Richard Dormer’s salt-of-the-earth docker, Arthur, fares just as badly. With the team’s myriad qualifiers and group games as a backdrop, Dormer attempts to steer his cheeky pre-pubescent son, Tommy (Art Parkinson), past the pitfalls of life using Greek philosophy and football as his primary tools. Dormer and his onscreen wife (a chirpy Bronagh Gallagher) are left to feed on scraps. Both are fine actors but there is little they can do to stem the tide of hollow dialogue and limited dramatic tension plodding about them. Even the Troubles get off lightly, appearing as inconvenient outbursts of casual rioting rather than a bitter civil war tearing society asunder. 

Only Conleth Hill, playing commentator Jackie Fullteron, emerges unscathed: wry, silver-tongued and bouffant. Hill’s class is obvious and next to him Gerard Jordan mines genuine laughs as loyal cameraman Albert Kirk. 
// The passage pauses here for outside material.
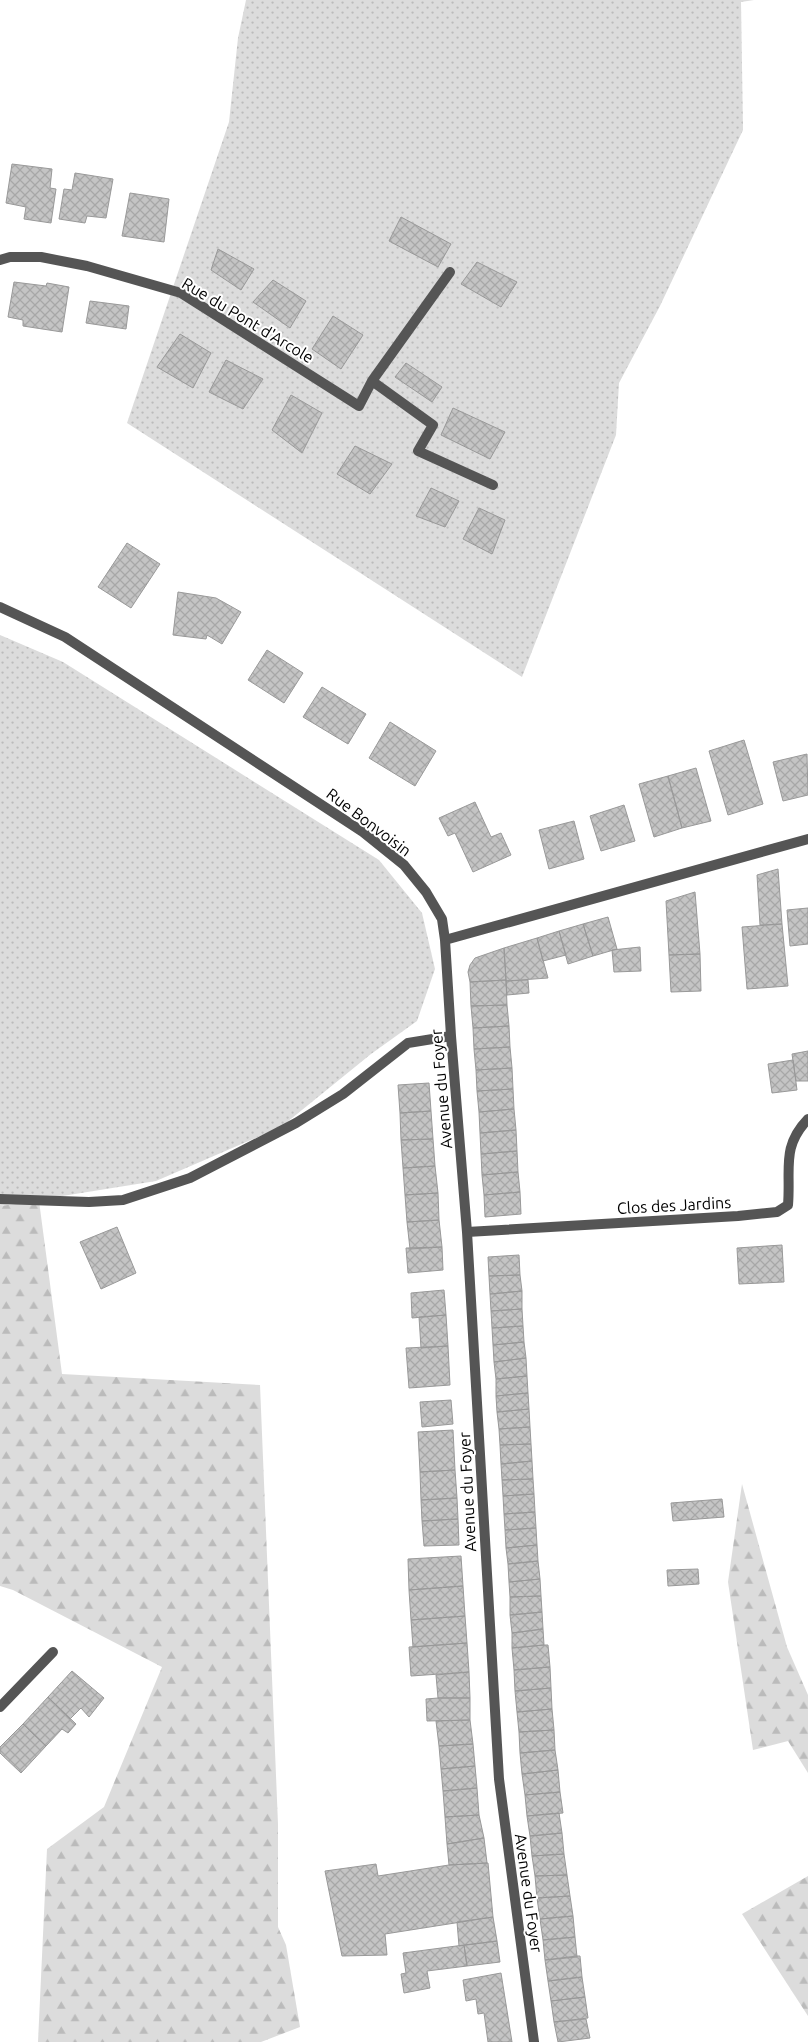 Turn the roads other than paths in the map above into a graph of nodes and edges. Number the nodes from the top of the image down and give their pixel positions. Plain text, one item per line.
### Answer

Sadly, when the focus moves from this pair, Shooting for Socrates dies under the weight of its own obvious limitations. At one stage, Arthur and Tommy cycle along a road in the Belfast docklands, the very post-1986 Hilton hotel and BT tower firmly located in the centre of the screen. The Mexican excursion itself is almost as genuine as the period setting, Bingham (John Hannah, speaking in a Scottish brogue throughout) bringing to the world’s mightiest sporting event 11 players, one assistant and an assortment of PE gear. 

Even the eponymous Socrates (Sergio Mur) is quickly forgotten. Viewed through crackling television images early on, with wide-eyed confusion, like some kind of chain-smoking, poetry-espousing alien, he is granted barely a moment in the flesh to reinforce the hype. As Brazil crush Northern Ireland in the least inspiring cinematic finale ever committed to film — a game recreated by the cast that looks more like a session of capable seven-aside than the real thing — our bearded genius is nowhere to be seen. 

As a helpful caption informs the audience more than once, Campbell’s family live in a mysterious country called ‘Southern Ireland’, a nation that allegedly contains Donegal, the island’s northernmost county. Where is this place? 

Perhaps Socrates can tell us. Does anyone know where he went?